Cicero to his Wife, Ep. 14.4 (29 April 58 BCE)

“You encourage me to be brave and have hope of recuperating my safety—and I wish that the situation were so that we might rightly hope. For now, when may miserable me expect your letters? Who will carry them to me? I would have awaited them at Brundisium if the sailors had allowed it, though they did not wish to await a storm.

Whatever remains, endure with all of your great dignity, my Terentia. We have lived and flourished. It was not vice but virtue which has afflicted us! Nothing has been done wrong, other than not losing life with its accessories. But if this was better for our children, that we live, we will endure what remains even if they should not be endured. And, yet, as I urge you to stand firm, I cannot convince myself.”

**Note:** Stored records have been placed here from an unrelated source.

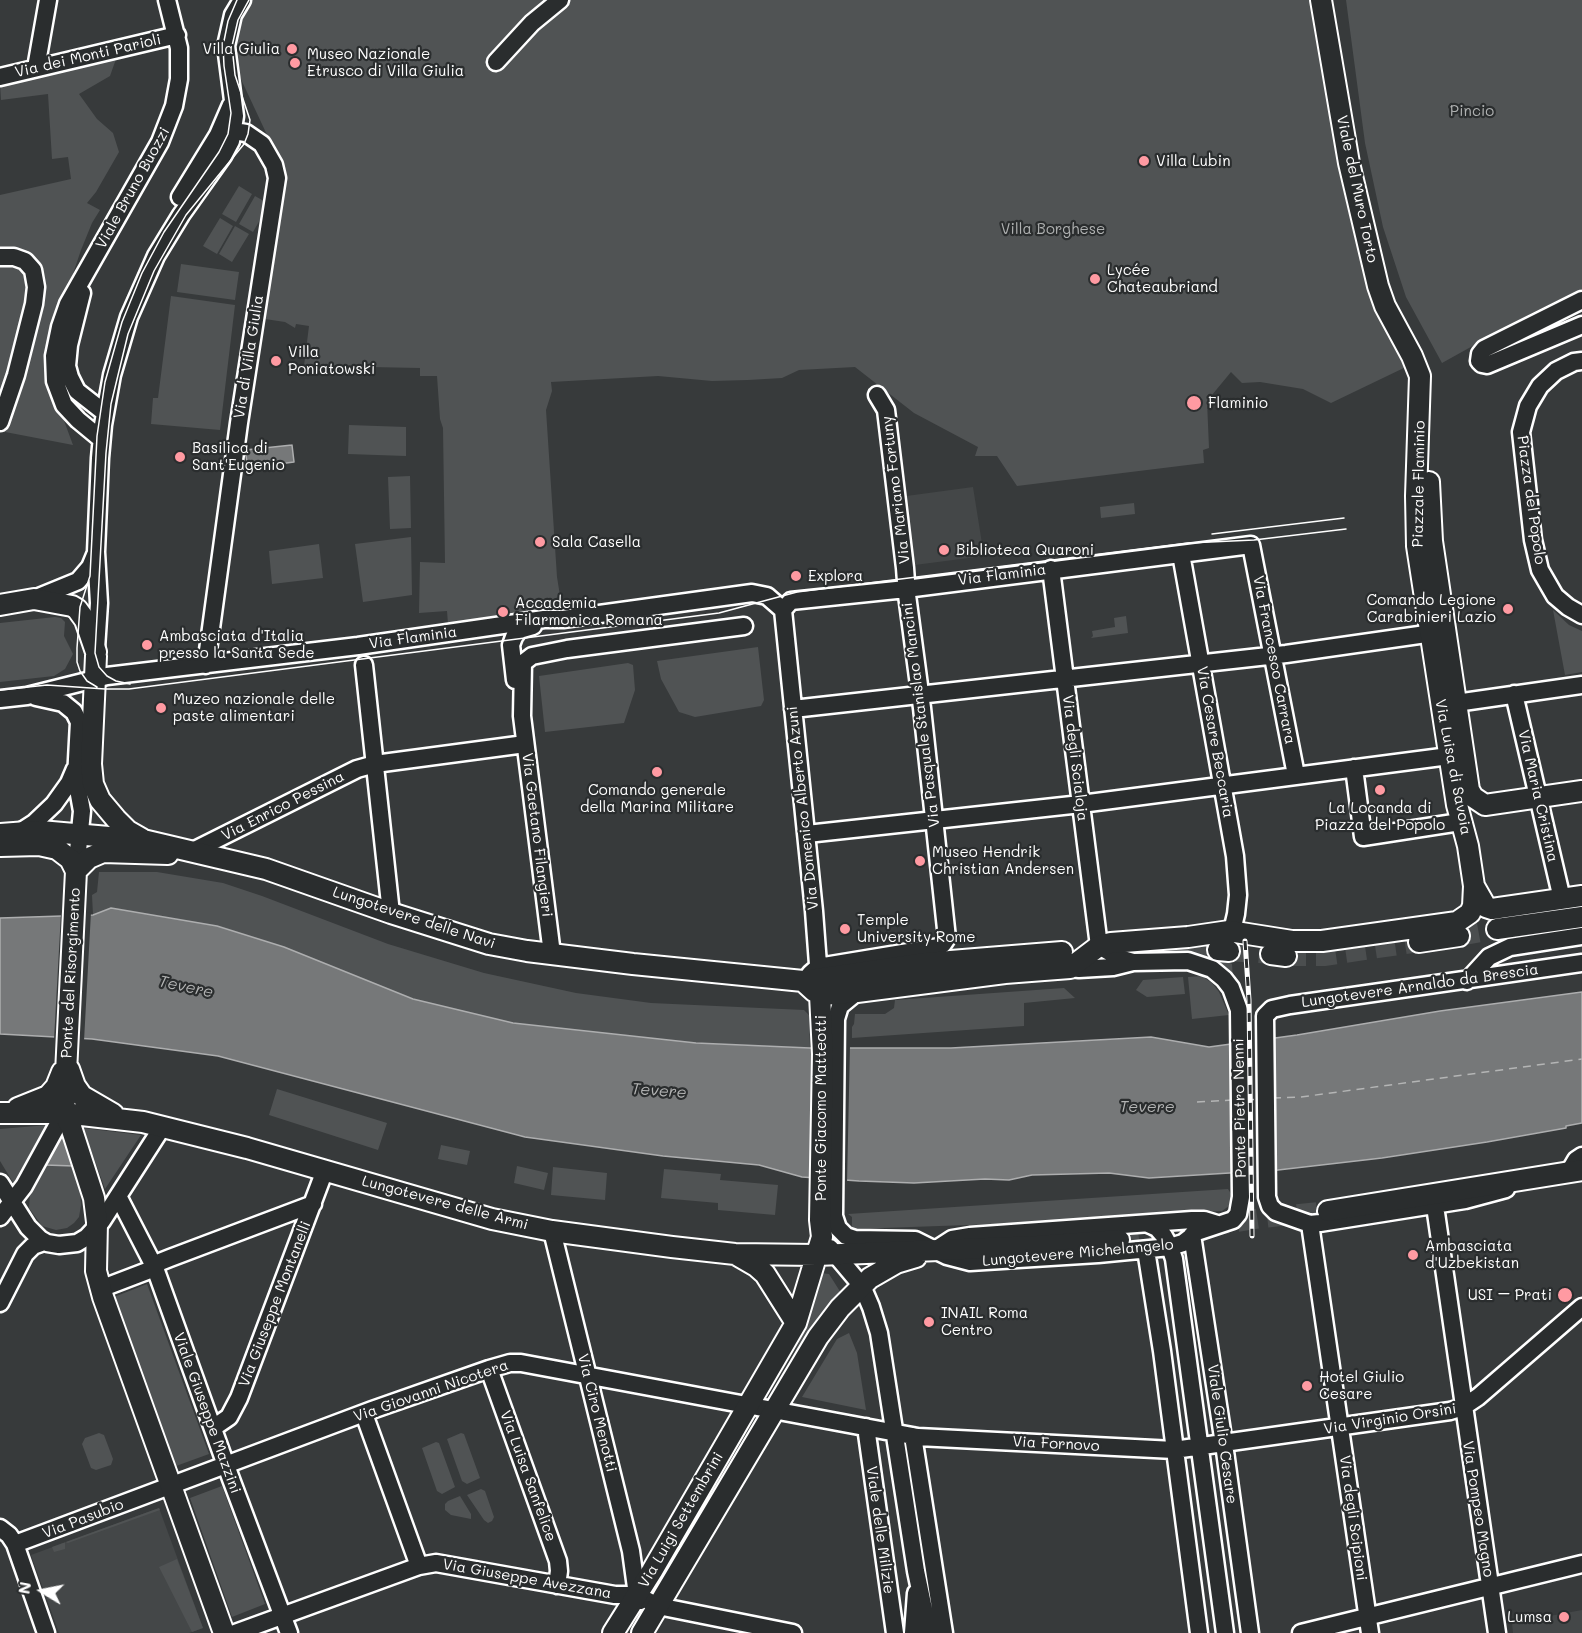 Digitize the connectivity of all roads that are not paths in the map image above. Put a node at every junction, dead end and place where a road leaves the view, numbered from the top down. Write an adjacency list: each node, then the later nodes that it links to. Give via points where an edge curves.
1 (48, 0): 9 (street)
2 (167, 0): 7 (street, Viale Bruno Buozzi)
3 (560, 0): 8 (street)
4 (1321, 0): 19 (main road, Viale del Muro Torto, via 1347,153 1378,286 1391,318)
5 (1335, 0): 19 (main road, Viale del Muro Torto, via 1356,149 1369,208 1392,292)
6 (238, 7): 11 (street, via 226,46)
7 (177, 35): 9 (street, Via dei Monti Parioli); 15 (street, Viale Bruno Buozzi, via 179,79 172,115)
8 (496, 62)
9 (36, 68): 10 (street, Via dei Monti Parioli)
10 (0, 77)
11 (233, 98): 12 (street); 14 (street, via 218,135 164,223)
12 (240, 132): 14 (street, via 177,221); 42 (street, Via di Villa Giulia, via 264,146 277,178)
13 (0, 257): 22 (street, via 25,261 33,270 36,287 16,375)
14 (150, 267): 21 (street, via 117,353)
15 (89, 269): 21 (street, Viale Bruno Buozzi, via 67,366 78,391); 23 (street, Viale Bruno Buozzi, via 63,317 53,367 58,391 68,410)
16 (1582, 300): 17 (street, via 1484,349 1479,361 1487,365)
17 (1582, 325)
18 (1579, 359): 32 (street, Piazza del Popolo, via 1548,377 1533,395 1522,421 1521,437 1540,570 1555,596)
19 (1424, 368): 36 (main road, Piazzale Flaminio, via 1416,525 1418,559)
20 (876, 395): 28 (street, Via Mariano Fortuny, via 886,410)
21 (105, 413): 23 (street)
22 (0, 422)
23 (101, 439): 25 (street)
24 (1251, 544): 26 (street, Via Flaminia); 40 (street, Via Francesco Carrara)
25 (96, 552): 29 (street, via 78,581); 39 (street)
26 (1181, 554): 27 (street, Via Flaminia); 41 (street, Via Cesare Beccaria)
27 (1051, 569): 28 (street, Via Flaminia); 45 (street, Via degli Scialoja)
28 (906, 589): 31 (street, Via Flaminia, via 792,601); 49 (street, Via Pasquale Stanislao Mancini)
29 (34, 599): 30 (main road); 39 (main road, via 77,609 85,620)
30 (0, 605)
31 (783, 610): 33 (street, Via Flaminia, via 761,594); 53 (street, Via Domenico Alberto Azuni)
32 (1582, 615)
33 (563, 619): 35 (street, Via Flaminia); 37 (street, via 520,628)
34 (744, 626): 38 (street)
35 (476, 630): 37 (street, via 496,633); 42 (street, Via Flaminia)
36 (1438, 637): 40 (street); 52 (main road, Via Luisa di Savoia); 56 (main road, Via Luisa di Savoia)
37 (511, 645): 44 (street)
38 (567, 650): 44 (street, via 519,652); 54 (street, via 524,661)
39 (96, 654): 46 (main road)
40 (1273, 655): 41 (street); 60 (street, Via Francesco Carrara)
41 (1200, 663): 45 (street); 61 (street, Via Cesare Beccaria)
42 (206, 664): 46 (street, Via Flaminia)
43 (364, 665): 58 (street)
44 (513, 667): 54 (street)
45 (1065, 678): 49 (street); 64 (street, Via degli Scialoja)
46 (95, 679): 50 (street, Via Flaminia); 57 (main road)
47 (1582, 685): 48 (street)
48 (1514, 694): 52 (street); 63 (street, Via Maria Cristina)
49 (920, 695): 53 (street); 66 (street, Via Pasquale Stanislao Mancini)
50 (27, 696): 51 (street); 57 (street, Ponte del Risorgimento, via 55,700 74,712)
51 (0, 699)
52 (1456, 702): 65 (main road, Via Luisa di Savoia, via 1470,793)
53 (793, 710): 71 (street, Via Domenico Alberto Azuni)
54 (522, 716): 55 (street, Via Gaetano Filangieri)
55 (525, 744): 58 (street, Via Enrico Pessina); 88 (street, Via Gaetano Filangieri)
56 (1449, 756): 59 (street); 67 (main road, Via Luisa di Savoia)
57 (84, 763): 68 (street, via 39,819); 70 (street, Ponte del Risorgimento, via 76,778 82,812); 72 (main road, via 100,800 120,824)
58 (375, 764): 75 (street, Via Enrico Pessina, via 353,770); 80 (street)
59 (1354, 768): 60 (street); 67 (street, via 1363,837)
60 (1296, 775): 61 (street)
61 (1223, 785): 64 (street); 86 (street, Via Cesare Beccaria, via 1237,885 1237,908)
62 (1582, 791): 63 (main road)
63 (1538, 797): 65 (main road); 79 (street, Via Maria Cristina)
64 (1081, 804): 66 (street); 87 (street, Via degli Scialoja)
65 (1485, 805): 74 (main road, via 1474,823)
66 (934, 819): 71 (street); 92 (street, Via Pasquale Stanislao Mancini, via 944,944)
67 (1460, 822): 74 (main road, Via Luisa di Savoia)
68 (20, 832): 69 (main road, Lungotevere delle Navi); 70 (main road, Lungotevere delle Navi)
69 (0, 834)
70 (80, 834): 72 (main road, Lungotevere delle Navi); 76 (street, Ponte del Risorgimento)
71 (807, 834): 92 (street, Via Domenico Alberto Azuni)
72 (143, 840): 75 (main road, Lungotevere delle Navi)
73 (0, 846): 76 (main road, via 39,845 57,849 70,859)
74 (1468, 846): 77 (main road, Via Luisa di Savoia)
75 (193, 851): 76 (main road, Lungotevere delle Navi, via 103,852 89,858); 80 (main road, Lungotevere delle Navi, via 266,869)
76 (76, 872): 97 (main road, Ponte del Risorgimento)
77 (1474, 886): 79 (main road, via 1485,906 1492,909); 86 (main road, via 1472,909 1457,922 1315,942)
78 (1582, 896): 79 (main road)
79 (1562, 899)
80 (391, 913): 88 (main road, Lungotevere delle Navi, via 489,944)
81 (1582, 917): 82 (main road)
82 (1497, 929)
83 (1459, 936): 85 (main road)
84 (1582, 936): 93 (street, via 1510,947 1489,957)
85 (1419, 942)
86 (1226, 944): 87 (main road, via 1188,937)
87 (1099, 946): 89 (main road); 90 (street)
88 (552, 954): 92 (main road, Lungotevere delle Navi)
89 (1066, 960): 90 (street, via 1079,969); 92 (main road, via 926,963); 94 (main road, via 1005,973)
90 (1133, 962): 107 (street, Ponte Pietro Nenni, via 1193,962 1208,967 1231,988 1239,1019)
91 (1582, 963): 93 (street, Lungotevere Arnaldo da Brescia)
92 (815, 981): 94 (main road); 95 (main road, Ponte Giacomo Matteotti)
93 (1467, 981): 96 (street, Lungotevere Arnaldo da Brescia, via 1281,1006 1269,1011)
94 (857, 992): 95 (street)
95 (829, 1019): 119 (main road, Ponte Giacomo Matteotti, via 823,1054)
96 (1265, 1019): 115 (street, Ponte Pietro Nenni, via 1267,1197 1276,1212)
97 (66, 1058): 98 (main road, via 51,1094); 99 (main road, Ponte del Risorgimento); 100 (main road, via 82,1096)
98 (1, 1113): 99 (main road, Lungotevere delle Armi)
99 (64, 1113): 100 (main road, Lungotevere delle Armi); 108 (street); 116 (main road, via 94,1194)
100 (124, 1119): 101 (main road, Lungotevere delle Armi)
101 (163, 1126): 102 (main road, Lungotevere delle Armi); 106 (street)
102 (325, 1170): 109 (street, Via Giuseppe Montanelli); 117 (main road, Lungotevere delle Armi, via 492,1219)
103 (1579, 1171): 104 (main road)
104 (1530, 1178): 110 (street, via 1487,1195); 111 (main road)
105 (0, 1183): 108 (street)
106 (118, 1196): 116 (street); 127 (street, Viale Giuseppe Mazzini)
107 (1241, 1197): 114 (street, Lungotevere Michelangelo, via 1237,1217)
108 (12, 1203): 112 (street); 122 (street)
109 (313, 1204): 127 (street, via 160,1262); 142 (street, Via Giuseppe Montanelli, via 235,1406 227,1420)
110 (1435, 1206): 115 (street); 137 (street, Via Pompeo Magno)
111 (1328, 1211)
112 (0, 1217)
113 (1148, 1224): 114 (street, Lungotevere Michelangelo, via 1199,1220); 123 (street, via 1159,1230); 124 (street, Lungotevere Michelangelo, via 964,1236)
114 (1218, 1224): 118 (street, Lungotevere Michelangelo)
115 (1310, 1224): 141 (street, Via degli Scipioni)
116 (97, 1228): 122 (street, via 74,1244); 129 (main road)
117 (552, 1232): 126 (main road, Lungotevere delle Armi); 135 (street, Via Ciro Menotti)
118 (1192, 1235): 123 (street, Lungotevere Michelangelo); 145 (street, Viale Giulio Cesare)
119 (827, 1239): 120 (street, Ponte Giacomo Matteotti, via 835,1223 850,1238); 124 (main road, Lungotevere Michelangelo); 126 (main road, Lungotevere delle Armi); 130 (street, Viale delle Milizie); 133 (main road, Via Luigi Settembrini)
120 (860, 1240): 124 (street, Lungotevere Michelangelo, via 910,1239)
121 (1119, 1240): 124 (main road, Lungotevere Michelangelo)
122 (44, 1242): 128 (street, via 28,1250)
123 (1170, 1247): 125 (street, Lungotevere Michelangelo); 146 (street, Viale Giulio Cesare)
124 (935, 1250): 125 (street, Lungotevere Michelangelo, via 970,1262); 130 (main road, Via Luigi Settembrini, via 896,1263)
125 (1146, 1250): 147 (street)
126 (735, 1254): 133 (main road, via 765,1274)
127 (155, 1268): 129 (street); 142 (street, Viale Giuseppe Mazzini)
128 (4, 1283): 131 (street)
129 (100, 1289): 150 (main road)
130 (856, 1292): 138 (main road, Via Luigi Settembrini, via 812,1346); 143 (street, Viale delle Milizie, via 871,1307 879,1333)
131 (0, 1303)
132 (1582, 1307): 137 (street, Via Virginio Orsini)
133 (796, 1323): 136 (main road, Via Luigi Settembrini)
134 (489, 1369): 135 (street, Via Giovanni Nicotera, via 521,1363); 139 (street, Via Giovanni Nicotera); 157 (street, Via Luisa Sanfelice, via 558,1561)
135 (588, 1376): 136 (street, Via Giovanni Nicotera); 159 (street, Via Ciro Menotti, via 635,1567)
136 (748, 1406): 138 (street, Via Giovanni Nicotera); 149 (main road, Via Luigi Settembrini)
137 (1463, 1407): 141 (street, Via Virginio Orsini); 158 (street, Via Pompeo Magno)
138 (774, 1411): 140 (street, Via Giovanni Nicotera); 151 (main road, Via Luigi Settembrini)
139 (364, 1414): 148 (street, Via Giovanni Nicotera); 155 (street)
140 (866, 1427): 143 (street, Via Fornovo); 170 (street, Viale delle Milizie)
141 (1340, 1427): 145 (street, Via Virginio Orsini); 162 (street, Via degli Scipioni)
142 (213, 1428): 148 (street, Viale Giuseppe Mazzini)
143 (895, 1432): 144 (street, Via Fornovo); 156 (street, Viale delle Milizie)
144 (914, 1436): 147 (street, Via Fornovo); 173 (street)
145 (1224, 1444): 146 (street, Via Virginio Orsini); 176 (street, Viale Giulio Cesare)
146 (1198, 1447): 147 (street, Via Fornovo); 175 (street, Viale Giulio Cesare)
147 (1174, 1450): 174 (street)
148 (226, 1466): 150 (street, Via Giovanni Nicotera); 160 (street, Viale Giuseppe Mazzini)
149 (708, 1474): 151 (street); 159 (main road, Via Luigi Settembrini)
150 (171, 1486): 153 (street, Via Pasubio); 165 (main road)
151 (730, 1486): 161 (main road, Via Luigi Settembrini)
152 (0, 1528): 153 (street)
153 (15, 1544): 164 (street)
154 (1582, 1564): 158 (street)
155 (419, 1566): 157 (street, Via Giuseppe Avezzana, via 436,1563); 160 (street, Via Giuseppe Avezzana)
156 (916, 1571): 171 (street, Viale delle Milizie); 172 (street, Viale delle Milizie)
157 (557, 1585): 159 (street, Via Giuseppe Avezzana)
158 (1490, 1586): 162 (street); 178 (street, Via Pompeo Magno)
159 (637, 1595): 161 (street); 168 (main road, Via Luigi Settembrini)
160 (283, 1617): 166 (street, Via Giuseppe Avezzana); 167 (street, Viale Giuseppe Mazzini)
161 (650, 1623): 163 (street)
162 (1369, 1625): 177 (street)
163 (768, 1631): 169 (street)
164 (46, 1633)
165 (224, 1633)
166 (235, 1633)
167 (290, 1633)
168 (613, 1633)
169 (792, 1633)
170 (895, 1633)
171 (913, 1633)
172 (929, 1633)
173 (944, 1633)
174 (1199, 1633)
175 (1225, 1633)
176 (1250, 1633)
177 (1301, 1633)
178 (1497, 1633)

Tu quod me hortaris ut animo sim magno et spem habeam reciperandae salutis, id velim sit eius modi ut recte sperare possimus. nunc miser quando tuas iam litteras accipiam? quis ad me perferet? quas ego exspectassem Brundisi si esset licitum per nautas, qui tempestatem praetermittere noluerunt.

Quod reliquum est, sustenta te, mea Terentia, ut potes honestissime. viximus, floruimus; non vitium nostrum sed virtus nostra nos adflixit. peccatum est nullum, nisi quod non una animam cum ornamentis amisimus. sed si hoc fuit liberis nostris gratius, nos vivere, cetera, quamquam ferenda non sunt, feramus. atqui ego, qui te confirmo, ipse me non possum.